*Work task:*
Read through the lines below and copy the ones holding the string "Portland".

*Records:*
__________
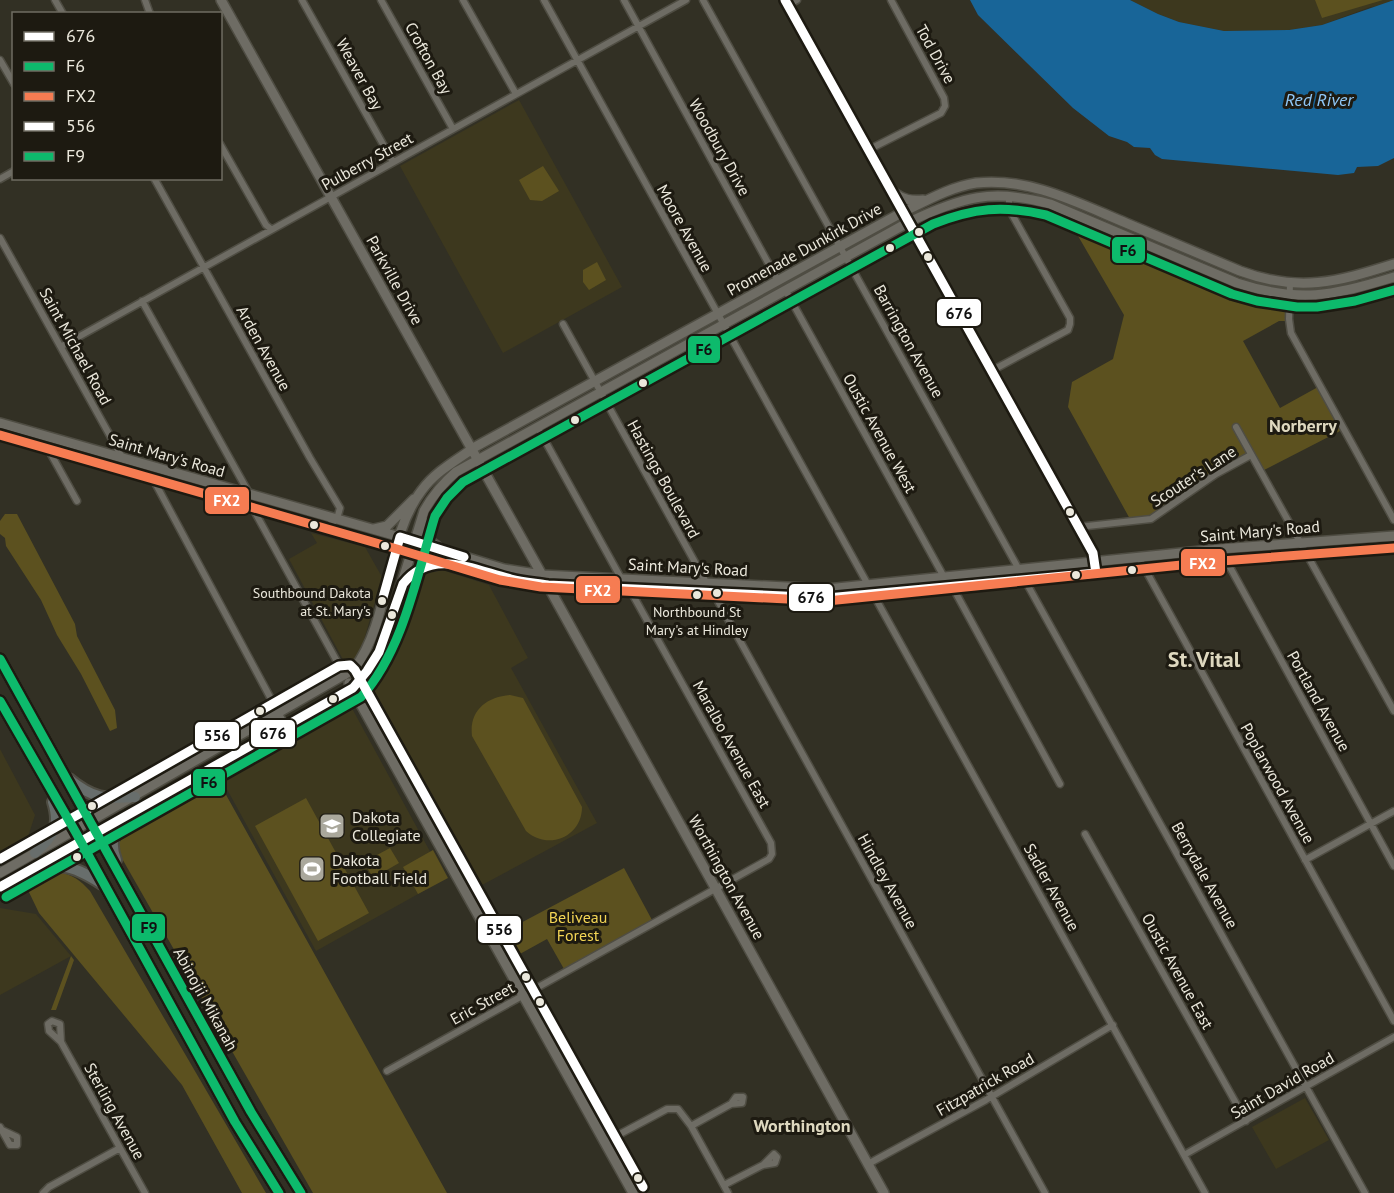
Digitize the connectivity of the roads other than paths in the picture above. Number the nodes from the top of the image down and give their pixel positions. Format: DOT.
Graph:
graph roads {
  1 [pos="221,0"];
  2 [pos="303,0"];
  3 [pos="381,0"];
  4 [pos="463,0"];
  5 [pos="544,0"];
  6 [pos="624,0"];
  7 [pos="686,0"];
  8 [pos="703,0"];
  9 [pos="891,0"];
  10 [pos="790,2"];
  11 [pos="638,26"];
  12 [pos="0,60"];
  13 [pos="577,60"];
  14 [pos="12,81"];
  15 [pos="516,94"];
  16 [pos="453,129"];
  17 [pos="222,148"];
  18 [pos="868,150"];
  19 [pos="393,162"];
  20 [pos="155,180"];
  21 [pos="892,192"];
  22 [pos="331,196"];
  23 [pos="1009,196"];
  24 [pos="930,199"];
  25 [pos="903,212"];
  26 [pos="909,222"];
  27 [pos="271,229"];
  28 [pos="0,238"];
  29 [pos="841,247"];
  30 [pos="847,257"];
  31 [pos="1394,264"];
  32 [pos="204,267"];
  33 [pos="1394,277"];
  34 [pos="778,281"];
  35 [pos="1290,284"];
  36 [pos="786,291"];
  37 [pos="1289,296"];
  38 [pos="142,301"];
  39 [pos="717,314"];
  40 [pos="563,324"];
  41 [pos="724,325"];
  42 [pos="62,346"];
  43 [pos="991,371"];
  44 [pos="596,382"];
  45 [pos="601,392"];
  46 [pos="0,423"];
  47 [pos="538,428"];
  48 [pos="1236,428"];
  49 [pos="0,434"];
  50 [pos="48,442"];
  51 [pos="471,450"];
  52 [pos="1251,455"];
  53 [pos="478,460"];
  54 [pos="123,463"];
  55 [pos="152,472"];
  56 [pos="418,495"];
  57 [pos="250,499"];
  58 [pos="77,501"];
  59 [pos="424,511"];
  60 [pos="337,519"];
  61 [pos="1394,520"];
  62 [pos="327,527"];
  63 [pos="1078,527"];
  64 [pos="373,529"];
  65 [pos="1394,536"];
  66 [pos="400,537"];
  67 [pos="1300,543"];
  68 [pos="1394,545"];
  69 [pos="412,546"];
  70 [pos="397,547"];
  71 [pos="1220,549"];
  72 [pos="1306,552"];
  73 [pos="1139,558"];
  74 [pos="454,559"];
  75 [pos="1226,560"];
  76 [pos="1095,562"];
  77 [pos="1144,568"];
  78 [pos="1021,569"];
  79 [pos="1096,573"];
  80 [pos="542,575"];
  81 [pos="944,577"];
  82 [pos="621,579"];
  83 [pos="1027,580"];
  84 [pos="570,581"];
  85 [pos="706,583"];
  86 [pos="869,584"];
  87 [pos="548,585"];
  88 [pos="952,586"];
  89 [pos="399,588"];
  90 [pos="631,590"];
  91 [pos="791,592"];
  92 [pos="714,594"];
  93 [pos="875,595"];
  94 [pos="0,659"];
  95 [pos="345,676"];
  96 [pos="352,688"];
  97 [pos="0,701"];
  98 [pos="1394,711"];
  99 [pos="279,714"];
  100 [pos="285,725"];
  101 [pos="194,762"];
  102 [pos="63,773"];
  103 [pos="199,773"];
  104 [pos="48,784"];
  105 [pos="1060,784"];
  106 [pos="135,797"];
  107 [pos="1394,811"];
  108 [pos="126,816"];
  109 [pos="1371,824"];
  110 [pos="93,828"];
  111 [pos="75,831"];
  112 [pos="1085,834"];
  113 [pos="80,842"];
  114 [pos="36,854"];
  115 [pos="1305,860"];
  116 [pos="1394,866"];
  117 [pos="0,873"];
  118 [pos="21,875"];
  119 [pos="122,877"];
  120 [pos="104,885"];
  121 [pos="0,887"];
  122 [pos="716,888"];
  123 [pos="523,995"];
  124 [pos="1394,1021"];
  125 [pos="1113,1025"];
  126 [pos="1394,1037"];
  127 [pos="61,1042"];
  128 [pos="387,1071"];
  129 [pos="1307,1086"];
  130 [pos="991,1097"];
  131 [pos="731,1104"];
  132 [pos="1246,1121"];
  133 [pos="691,1126"];
  134 [pos="605,1142"];
  135 [pos="120,1148"];
  136 [pos="1184,1155"];
  137 [pos="763,1164"];
  138 [pos="868,1164"];
  139 [pos="724,1185"];
  140 [pos="43,1193"];
  141 [pos="145,1193"];
  142 [pos="279,1193"];
  143 [pos="301,1193"];
  144 [pos="633,1193"];
  145 [pos="728,1193"];
  146 [pos="885,1193"];
  147 [pos="1045,1193"];
  148 [pos="1205,1193"];
  149 [pos="1365,1193"];
  1 -- 22 [label="main road, Parkville Drive"];
  2 -- 19 [label="street, Weaver Bay"];
  3 -- 16 [label="street, Crofton Bay"];
  4 -- 15 [label="street"];
  5 -- 13 [label="street, Moore Avenue"];
  6 -- 11 [label="street, Woodbury Drive"];
  7 -- 11 [label="street, Pulberry Street"];
  8 -- 29 [label="street, Barrington Avenue"];
  9 -- 18 [label="street, Tod Drive"];
  10 -- 18 [label="main road"];
  11 -- 13 [label="street, Pulberry Street"];
  11 -- 34 [label="street, Woodbury Drive"];
  12 -- 14 [label="street"];
  13 -- 15 [label="street, Pulberry Street"];
  13 -- 39 [label="street, Moore Avenue"];
  15 -- 16 [label="street, Pulberry Street"];
  16 -- 19 [label="street, Pulberry Street"];
  17 -- 27 [label="street"];
  18 -- 21 [label="main road"];
  19 -- 22 [label="street, Pulberry Street"];
  20 -- 32 [label="street, Arden Avenue"];
  21 -- 24 [label="main road"];
  21 -- 25 [label="main road"];
  22 -- 27 [label="street, Pulberry Street"];
  22 -- 51 [label="main road, Parkville Drive"];
  23 -- 26 [label="main road, Promenade Dunkirk Drive"];
  23 -- 37 [label="main road, Promenade Dunkirk Drive"];
  23 -- 43 [label="street"];
  24 -- 25 [label="main road, Promenade Dunkirk Drive"];
  24 -- 35 [label="main road, Promenade Dunkirk Drive"];
  25 -- 26 [label="main road"];
  25 -- 29 [label="main road, Promenade Dunkirk Drive"];
  26 -- 30 [label="main road, Promenade Dunkirk Drive"];
  26 -- 43 [label="main road"];
  27 -- 32 [label="street, Pulberry Street"];
  28 -- 42 [label="street, Saint Michael Road"];
  29 -- 30 [label="street, Barrington Avenue"];
  29 -- 34 [label="main road, Promenade Dunkirk Drive"];
  30 -- 36 [label="main road, Promenade Dunkirk Drive"];
  30 -- 78 [label="street, Barrington Avenue"];
  31 -- 35 [label="main road, Promenade Dunkirk Drive"];
  32 -- 38 [label="street, Pulberry Street"];
  32 -- 60 [label="street, Arden Avenue"];
  33 -- 37 [label="main road, Promenade Dunkirk Drive"];
  34 -- 39 [label="main road, Promenade Dunkirk Drive"];
  35 -- 37 [label="street"];
  36 -- 41 [label="main road, Promenade Dunkirk Drive"];
  36 -- 81 [label="street, Oustic Avenue West"];
  37 -- 61 [label="street"];
  38 -- 42 [label="street, Pulberry Street"];
  38 -- 57 [label="street"];
  39 -- 41 [label="street, Moore Avenue"];
  39 -- 44 [label="main road, Promenade Dunkirk Drive"];
  40 -- 44 [label="street, Hastings Boulevard"];
  41 -- 45 [label="main road, Promenade Dunkirk Drive"];
  41 -- 86 [label="street, Moore Avenue"];
  42 -- 54 [label="street, Saint Michael Road"];
  43 -- 63 [label="main road"];
  44 -- 45 [label="street, Hastings Boulevard"];
  44 -- 51 [label="main road, Promenade Dunkirk Drive"];
  45 -- 47 [label="main road, Promenade Dunkirk Drive"];
  45 -- 85 [label="street, Hastings Boulevard"];
  46 -- 50 [label="main road, Saint Mary's Road"];
  47 -- 53 [label="main road, Promenade Dunkirk Drive"];
  47 -- 82 [label="street, Maralbo Avenue East"];
  48 -- 52 [label="street"];
  49 -- 50 [label="main road, Saint Mary's Road"];
  50 -- 54 [label="main road, Saint Mary's Road"];
  50 -- 58 [label="street"];
  51 -- 53 [label="main road, Parkville Drive"];
  51 -- 56 [label="main road, Promenade Dunkirk Drive"];
  52 -- 63 [label="street, Scouter's Lane"];
  52 -- 67 [label="street"];
  53 -- 59 [label="main road, Promenade Dunkirk Drive"];
  53 -- 80 [label="main road, Parkville Drive"];
  54 -- 55 [label="main road, Saint Mary's Road"];
  55 -- 57 [label="main road, Saint Mary's Road"];
  55 -- 99 [label="street"];
  56 -- 64 [label="main road"];
  56 -- 66 [label="main road, Promenade Dunkirk Drive"];
  57 -- 60 [label="main road, Saint Mary's Road"];
  57 -- 62 [label="main road, Saint Mary's Road"];
  57 -- 95 [label="street"];
  59 -- 69 [label="main road, Promenade Dunkirk Drive"];
  59 -- 74 [label="main road"];
  60 -- 62 [label="street"];
  60 -- 64 [label="main road, Saint Mary's Road"];
  62 -- 70 [label="main road, Saint Mary's Road"];
  63 -- 76 [label="main road"];
  64 -- 66 [label="main road, Saint Mary's Road"];
  65 -- 67 [label="main road, Saint Mary's Road"];
  66 -- 69 [label="main road, Saint Mary's Road"];
  66 -- 70 [label="main road, Promenade Dunkirk Drive"];
  67 -- 71 [label="main road, Saint Mary's Road"];
  67 -- 72 [label="street"];
  68 -- 72 [label="main road, Saint Mary's Road"];
  69 -- 70 [label="main road, Saint Mary's Road"];
  69 -- 74 [label="main road, Saint Mary's Road"];
  69 -- 89 [label="main road, Promenade Dunkirk Drive"];
  70 -- 95 [label="main road, Promenade Dunkirk Drive"];
  71 -- 73 [label="main road, Saint Mary's Road"];
  71 -- 75 [label="street, Portland Avenue"];
  72 -- 75 [label="main road, Saint Mary's Road"];
  72 -- 98 [label="street"];
  73 -- 76 [label="main road, Saint Mary's Road"];
  73 -- 77 [label="street, Poplarwood Avenue"];
  74 -- 80 [label="main road, Saint Mary's Road"];
  74 -- 87 [label="main road, Saint Mary's Road"];
  74 -- 89 [label="main road"];
  75 -- 77 [label="main road, Saint Mary's Road"];
  75 -- 109 [label="street, Portland Avenue"];
  76 -- 78 [label="main road, Saint Mary's Road"];
  76 -- 79 [label="main road"];
  77 -- 79 [label="main road, Saint Mary's Road"];
  77 -- 115 [label="street, Poplarwood Avenue"];
  78 -- 81 [label="main road, Saint Mary's Road"];
  78 -- 83 [label="street, Berrydale Avenue"];
  79 -- 83 [label="main road, Saint Mary's Road"];
  80 -- 84 [label="main road, Saint Mary's Road"];
  80 -- 87 [label="main road, Worthington Avenue"];
  81 -- 86 [label="main road, Saint Mary's Road"];
  81 -- 88 [label="street, Oustic Avenue West"];
  82 -- 84 [label="main road, Saint Mary's Road"];
  82 -- 85 [label="main road, Saint Mary's Road"];
  82 -- 90 [label="street, Maralbo Avenue East"];
  83 -- 88 [label="main road, Saint Mary's Road"];
  83 -- 129 [label="street, Berrydale Avenue"];
  84 -- 87 [label="main road, Saint Mary's Road"];
  84 -- 90 [label="main road, Saint Mary's Road"];
  85 -- 91 [label="main road, Saint Mary's Road"];
  85 -- 92 [label="street, Hindley Avenue"];
  86 -- 91 [label="main road, Saint Mary's Road"];
  86 -- 93 [label="street, Moore Avenue"];
  87 -- 122 [label="main road, Worthington Avenue"];
  88 -- 93 [label="main road, Saint Mary's Road"];
  88 -- 105 [label="street"];
  89 -- 96 [label="main road, Promenade Dunkirk Drive"];
  90 -- 92 [label="main road, Saint Mary's Road"];
  90 -- 122 [label="street, Maralbo Avenue East"];
  91 -- 92 [label="main road, Saint Mary's Road"];
  91 -- 93 [label="main road, Saint Mary's Road"];
  92 -- 130 [label="street, Hindley Avenue"];
  93 -- 125 [label="street, Sadler Avenue"];
  94 -- 102 [label="main road, Abinojii Mikanah"];
  95 -- 96 [label="main road"];
  95 -- 99 [label="main road"];
  96 -- 100 [label="main road"];
  96 -- 123 [label="main road"];
  97 -- 104 [label="main road, Abinojii Mikanah"];
  99 -- 100 [label="street"];
  99 -- 101 [label="main road"];
  100 -- 103 [label="main road"];
  101 -- 103 [label="main road"];
  101 -- 106 [label="main road"];
  102 -- 106 [label="main road"];
  102 -- 110 [label="main road, Abinojii Mikanah"];
  103 -- 108 [label="main road"];
  104 -- 111 [label="main road, Abinojii Mikanah"];
  104 -- 114 [label="main road"];
  106 -- 110 [label="main road"];
  107 -- 109 [label="street"];
  108 -- 110 [label="main road"];
  108 -- 119 [label="main road"];
  109 -- 115 [label="street"];
  109 -- 116 [label="street, Portland Avenue"];
  110 -- 111 [label="main road"];
  110 -- 113 [label="main road"];
  110 -- 119 [label="main road, Abinojii Mikanah"];
  111 -- 113 [label="main road, Abinojii Mikanah"];
  111 -- 114 [label="main road"];
  112 -- 132 [label="street, Oustic Avenue East"];
  113 -- 118 [label="main road"];
  113 -- 120 [label="main road, Abinojii Mikanah"];
  114 -- 117 [label="main road"];
  115 -- 124 [label="street, Poplarwood Avenue"];
  118 -- 120 [label="main road"];
  118 -- 121 [label="main road"];
  119 -- 143 [label="main road, Abinojii Mikanah"];
  120 -- 142 [label="main road, Abinojii Mikanah"];
  122 -- 123 [label="street, Eric Street"];
  122 -- 138 [label="main road, Worthington Avenue"];
  123 -- 128 [label="street, Eric Street"];
  123 -- 134 [label="main road"];
  125 -- 130 [label="street, Fitzpatrick Road"];
  125 -- 136 [label="street, Sadler Avenue"];
  126 -- 129 [label="street, Saint David Road"];
  127 -- 135 [label="street, Sterling Avenue"];
  129 -- 132 [label="street, Saint David Road"];
  129 -- 149 [label="street, Berrydale Avenue"];
  130 -- 138 [label="street, Fitzpatrick Road"];
  130 -- 147 [label="street, Hindley Avenue"];
  131 -- 133 [label="street"];
  132 -- 136 [label="street, Saint David Road"];
  133 -- 134 [label="street"];
  133 -- 139 [label="street"];
  134 -- 144 [label="main road"];
  135 -- 140 [label="street"];
  135 -- 141 [label="street, Sterling Avenue"];
  136 -- 148 [label="street, Sadler Avenue"];
  137 -- 139 [label="street"];
  138 -- 146 [label="main road, Worthington Avenue"];
  139 -- 145 [label="street"];
}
__________
*Worked solution:*
  71 -- 75 [label="street, Portland Avenue"];
  75 -- 109 [label="street, Portland Avenue"];
  109 -- 116 [label="street, Portland Avenue"];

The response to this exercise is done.